Animation showing a target (green) starting at random positions at the beginning of each episode. Barriers (gray squares) completely enclose the target. Free agents (blue and red) are scattered far from the target.

Debugging by Event

Abmarl’s Debugger now outputs log files by agent and by event to the output directory. The file Episode_by_agent.txt organizes the data by type and then by agent, so one can see all the observations made by a specific agent during the simulation, or all the actions made by an agent during the simulation. Episode_by_event.txt, on the other hand, shows the events in order, starting with reset and moving through each step.


Interface changes

Other Features

  • Abmarl provides a custom box space that will return true when checking if a single numeric value is in a Box space with dimension 1. That is, Abmarl’s Box does not distinguish between [24] and 24; both are in, say, Box(-3, 40, (1,), int).

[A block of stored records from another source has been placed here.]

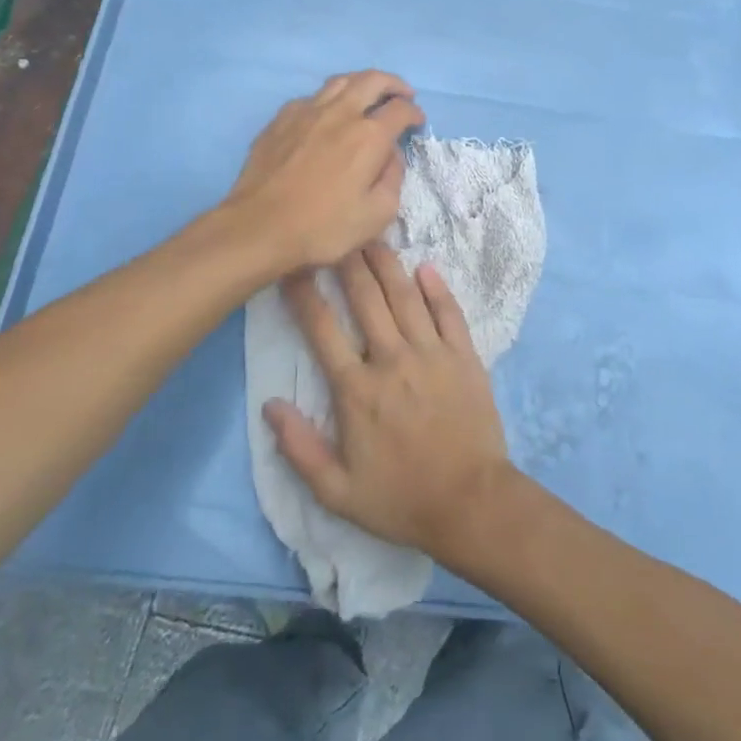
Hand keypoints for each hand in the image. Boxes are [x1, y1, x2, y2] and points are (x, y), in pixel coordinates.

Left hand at [227, 71, 424, 272]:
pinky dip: (329, 100)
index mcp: (369, 136)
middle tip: (402, 94)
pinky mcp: (280, 119)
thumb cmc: (323, 227)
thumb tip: (391, 155)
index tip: (417, 121)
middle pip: (372, 80)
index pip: (401, 109)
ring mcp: (306, 111)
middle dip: (394, 84)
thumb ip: (393, 179)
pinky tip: (327, 116)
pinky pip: (311, 98)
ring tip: (367, 95)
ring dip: (361, 83)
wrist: (259, 227)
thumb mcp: (377, 215)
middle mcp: (340, 113)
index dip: (414, 112)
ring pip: (340, 81)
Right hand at [264, 245, 518, 563]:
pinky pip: (449, 313)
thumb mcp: (337, 491)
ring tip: (372, 238)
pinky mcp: (465, 357)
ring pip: (405, 297)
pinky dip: (437, 288)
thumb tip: (268, 405)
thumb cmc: (400, 499)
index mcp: (357, 390)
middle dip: (347, 264)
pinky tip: (426, 267)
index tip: (291, 270)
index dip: (304, 297)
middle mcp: (392, 360)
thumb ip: (299, 448)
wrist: (471, 504)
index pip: (322, 331)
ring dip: (387, 265)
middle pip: (365, 300)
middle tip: (336, 236)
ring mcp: (432, 354)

  • MazePlacementState can take the target agent by object or by id, which is useful in situations where one does not have the target object, such as if one is building the sim from an array with an object registry.

  • A new TargetDestroyedDone, which is similar to the already-existing TargetAgentDone, but the target must become inactive in order for the agent to be considered done.

  • Enhanced RLlib’s wrapper for less warnings when training with RLlib.

Bug fixes

  • The TurnBasedManager no longer expects output from non-learning agents, that is, entities in the simulation that are not observing or acting.

  • Inactive agents no longer block.

  • The Debug command line interface now makes use of the -s argument, which specifies simulation horizon (i.e. max steps to take in a single run).